[Information shown]
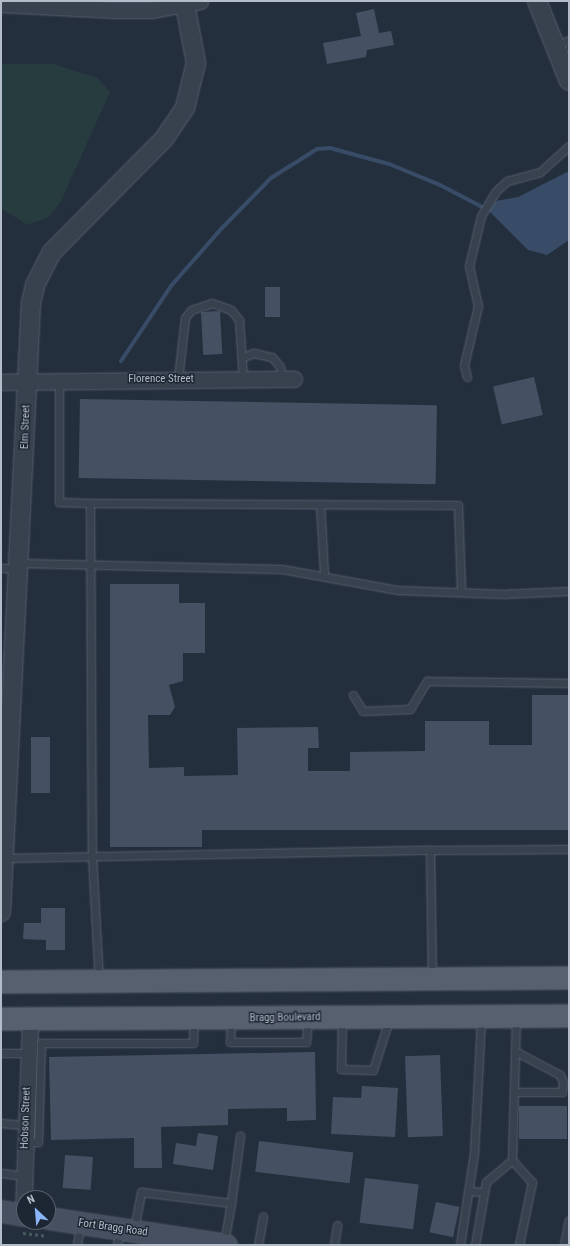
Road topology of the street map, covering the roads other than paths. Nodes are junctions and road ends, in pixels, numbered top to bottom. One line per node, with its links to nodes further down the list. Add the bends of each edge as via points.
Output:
1 (537, 1): 4 (street)
2 (190, 2): 3 (street, via 116,10); 13 (street, Elm Street, via 196,64 185,108 164,138 64,238 42,268 31,303)
3 (1, 4)
4 (561, 43): 5 (street)
5 (569, 81)
6 (569, 146): 8 (lane, via 540,172 507,181 496,191 481,216 469,266 478,306 464,365)
7 (243, 357): 10 (lane, via 239,320 222,305 203,304 191,310 181,326); 11 (lane); 12 (lane, via 254,353 272,357)
8 (467, 377)
9 (59, 379): 10 (street, Florence Street); 13 (street, Florence Street); 15 (lane, via 59,502)
10 (178, 379): 11 (street, Florence Street)
11 (243, 379): 12 (street, Florence Street)
12 (288, 379)
13 (28, 380): 14 (street, Florence Street); 17 (street, Elm Street)
14 (1, 382)
15 (90, 503): 16 (lane); 18 (lane)
16 (320, 504): 20 (lane); 22 (lane, via 458,505)
17 (19, 565): 18 (lane); 19 (lane); 25 (street, Elm Street)
18 (91, 565): 20 (lane, via 282,569); 28 (lane)
19 (1, 568)
20 (324, 574): 22 (lane, via 398,590)
21 (569, 591): 22 (lane)
22 (461, 592)
23 (569, 683): 24 (lane, via 427,681 410,709 363,711)
24 (353, 695)
25 (5, 778): 29 (street, Elm Street)
26 (569, 849): 27 (lane)
27 (430, 850): 28 (lane); 32 (lane)
28 (92, 856): 29 (lane); 34 (lane)
29 (4, 858): 30 (street, Elm Street)
30 (1, 912)
31 (569, 978): 32 (main road)
32 (432, 980): 34 (main road)
33 (1, 982): 34 (main road)
34 (99, 982)
35 (569, 1016): 38 (main road, Bragg Boulevard)
36 (390, 1017): 37 (main road, Bragg Boulevard); 39 (main road, Bragg Boulevard); 39 (lane, via 373,1070 341,1069)
37 (481, 1017): 38 (main road, Bragg Boulevard); 55 (lane)
38 (516, 1017): 43 (lane)
39 (342, 1018): 40 (main road, Bragg Boulevard)
40 (194, 1019): 42 (main road, Bragg Boulevard); 50 (lane, via 193,1043 41,1043 38,1142)
41 (1, 1020): 42 (main road, Bragg Boulevard)
42 (30, 1020): 45 (street, Hobson Street)
43 (515, 1051): 46 (lane); 46 (lane, via 560,1075 562,1092)
44 (1, 1053): 45 (lane)
45 (28, 1053): 48 (street, Hobson Street)
46 (514, 1092): 51 (lane)
47 (1, 1123): 48 (lane)
48 (26, 1125): 50 (street, Hobson Street)
49 (240, 1136): 57 (lane)
50 (26, 1142): 53 (street, Hobson Street)
51 (512, 1160): 56 (lane, via 486,1182); 72 (lane, via 532,1182)
52 (1, 1173): 53 (lane)
53 (24, 1176): 54 (street, Hobson Street)
54 (24, 1190)
55 (468, 1191): 56 (lane); 70 (lane)
56 (484, 1192): 71 (lane)
57 (231, 1203): 65 (lane, via 141,1192); 67 (lane)
58 (1, 1212): 59 (main road)
59 (16, 1214)
60 (263, 1216): 68 (lane)
61 (56, 1219): 63 (main road, Fort Bragg Road)
62 (569, 1220): 73 (lane)
63 (81, 1223): 65 (main road, Fort Bragg Road); 66 (lane)
64 (337, 1225): 69 (lane)
65 (132, 1237): 67 (main road, Fort Bragg Road)
66 (77, 1245)
67 (225, 1245)
68 (258, 1245)
69 (334, 1245)
70 (460, 1245)
71 (475, 1245)
72 (519, 1245)
73 (564, 1245)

[Work order]
From the records above, pull out each line that has "Fort".

[Written reply]
61 (56, 1219): 63 (main road, Fort Bragg Road)
63 (81, 1223): 65 (main road, Fort Bragg Road); 66 (lane)
65 (132, 1237): 67 (main road, Fort Bragg Road)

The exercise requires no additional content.